La persona che più ci fa del male è quell’io che pensiamo di essere.
Da tutta la vita difendiamo quel personaggio che chiamiamo con il nostro nome e cognome… quel senso del me con il quale ci identifichiamo totalmente. Crediamo che sia tutto nelle sue mani e che abbia il potere di essere libero e felice.
Questa persona ha una storia, quella che appunto sentiamo nostra, e utilizza, in genere, due tipi di atteggiamenti interiori: attrazione e repulsione. Si attacca a ciò che desidera e respinge ciò che non vuole. Queste due forze originano tutta la sofferenza che avvertiamo.
Cerchiamo, da quando siamo nati, di rendere felice questo io che crediamo di essere, attraverso strade di ogni tipo, dandogli tutto ciò pensiamo abbia bisogno. Ci arrabbiamo se qualcuno lo denigra e siamo entusiasti quando viene premiato e amato. Anzi, da tutta la vita, quasi tutto quello che facciamo ha il fine di rendere questa persona stimata, ben voluta, apprezzata da ogni punto di vista.
Il nostro unico interesse è renderla felice. A volte ci sembra di riuscirci, ma manca sempre qualcosa e, anche quando per un istante crediamo di aver raggiunto il nostro desiderio, non dura… è impermanente.
Dobbiamo seriamente avere il coraggio di chiederci una cosa: e se non fosse possibile rendere felice questa persona?
Ma chi è veramente costui o costei che porta il nostro nome? Siamo sicuri di essere proprio quel personaggio, quel senso del me con il quale siamo tanto identificati? Siamo sicuri che sia realmente esistente?
E se non esistesse? E se fosse solo un pensiero?
Cosa accadrebbe se non lo pensassimo più, se scegliessimo di non avere più pensieri legati a quello che chiamiamo “io”, a quel nome e cognome e a tutta la sua storia?
Chi di voi accetterebbe di non avere più pensieri legati a ciò che crede essere la propria identità?
La mente non avrebbe più di che pensare visto che si pensa quasi esclusivamente a preservare questo personaggio; che incredibile silenzio, eh?!
Probabilmente quasi nessuno accetterebbe di non pensarsi più, ma forse molti di voi accetterebbero di farlo solo per qualche istante. Già sarebbe tanto…
E se ciò che abbiamo sempre cercato, cioè la felicità, la libertà da ogni sofferenza, accadesse proprio nel momento in cui ci ricordassimo che non siamo quell’io e la sua storia?
E se la felicità fosse lo stato naturale che può essere colto solo smettendo di credere all’esistenza del personaggio limitato?
E allora… se non sono il mio nome e cognome… chi sono?

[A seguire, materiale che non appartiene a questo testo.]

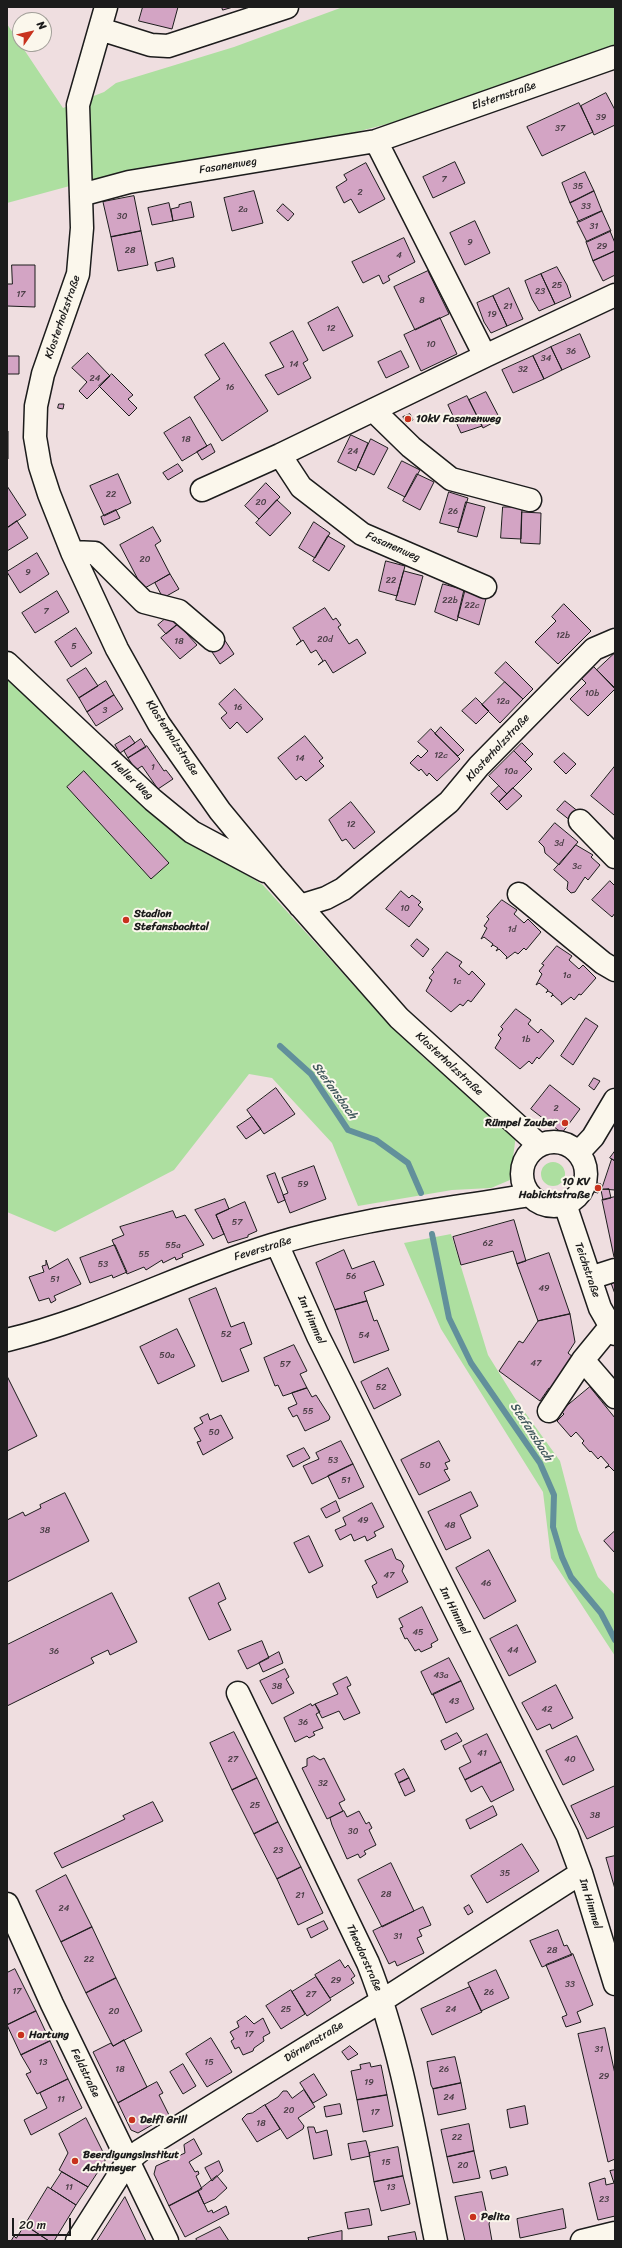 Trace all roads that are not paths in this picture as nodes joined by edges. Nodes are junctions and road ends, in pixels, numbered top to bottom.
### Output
1 (106, 7) edge
2 (287, 7) edge
3 (100, 29) junction
4 (615, 57) edge
5 (385, 138) junction
6 (81, 185) junction
7 (615, 295) edge
8 (485, 356) junction
9 (373, 410) junction
10 (280, 455) junction
11 (202, 490) dead end
12 (530, 500) dead end
13 (72, 552) junction
14 (485, 587) dead end
15 (213, 640) dead end
16 (615, 640) edge
17 (7, 663) edge
18 (580, 821) dead end
19 (615, 857) edge
20 (273, 875) junction
21 (519, 894) dead end
22 (300, 906) junction
23 (615, 970) edge
24 (615, 1100) edge
25 (539, 1145) junction
26 (578, 1153) junction
27 (530, 1195) junction
28 (564, 1204) junction
29 (277, 1244) junction
30 (615, 1270) edge
31 (590, 1278) junction
32 (612, 1330) edge
33 (7, 1340) edge
34 (583, 1360) junction
35 (615, 1397) edge
36 (549, 1411) dead end
37 (238, 1693) dead end
38 (581, 1873) junction
39 (7, 1904) edge
40 (615, 1984) edge
41 (383, 2000) junction
42 (128, 2161) junction
43 (615, 2233) edge
44 (77, 2241) edge
45 (167, 2241) edge
46 (436, 2241) edge
47 (582, 2241) edge

1 - 3 street, Klosterholzstraße
2 - 3 street
3 - 6 street, Klosterholzstraße
4 - 5 street, Elsternstraße
5 - 6 street, Fasanenweg
5 - 8 street
6 - 13 street, Klosterholzstraße
7 - 8 street
8 - 9 street
9 - 10 street
9 - 12 street
10 - 11 street
10 - 14 street, Fasanenweg
13 - 15 street
13 - 20 street, Klosterholzstraße
16 - 22 street, Klosterholzstraße
17 - 20 street, Heller Weg
18 - 19 street
20 - 22 street, Klosterholzstraße
21 - 23 street
22 - 25 street, Klosterholzstraße
24 - 26 street
25 - 26 street
25 - 27 street
26 - 28 street
27 - 28 street
27 - 29 street, Feverstraße
28 - 31 street, Teichstraße
29 - 33 street, Feverstraße
29 - 38 street, Im Himmel
30 - 31 street
31 - 32 street, Teichstraße
32 - 34 street
34 - 35 street
34 - 36 street
37 - 41 street, Theodorstraße
38 - 40 street, Im Himmel
38 - 41 street, Dörnenstraße
39 - 42 street, Feldstraße
41 - 42 street, Dörnenstraße
41 - 46 street, Theodorstraße
42 - 44 street, Dörnenstraße
42 - 45 street, Feldstraße
43 - 47 street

Proviamo solo per un istante a lasciar andare ciò che pensiamo di essere, per concederci quella libertà naturale di essere e basta.
Permettiamoci per un istante la possibilità di essere e basta, senza essere qualcuno. Respiriamo quell’istante di pace imperturbabile… sarà comunque il miglior riposo che possiamo concederci…
Lì, in quell’attimo senza tempo, c’é la consapevolezza che tutto è essere e basta, che siamo tutti quell’essere e basta, quindi che siamo tutti uno.
E se siamo tutti uno è possibile che il nostro personaggio illusorio, il nostro io, possa aiutare il personaggio illusorio di qualcun altro?
Chi aiuta chi?
Spesso dietro il voler essere bravi e buoni, il voler aiutare qualcuno, nasce un grande inganno che ci tiene ancor più legati e identificati al personaggio origine di tutta la nostra sofferenza.
Non voglio dire che non vada bene cercare di essere di aiuto agli altri, anzi… ma di farlo partendo dalla consapevolezza che non c’è nessuno che aiuta nessuno ma solo forze d’amore in movimento che appartengono allo stesso Essere infinito e consapevole.
Rilassiamoci nel Sé per quanto più ci è possibile lasciando accadere, attraverso ogni nostra azione interiore ed esteriore, quel movimento consapevole dell’essere che sa trasformare ogni dolore in amore.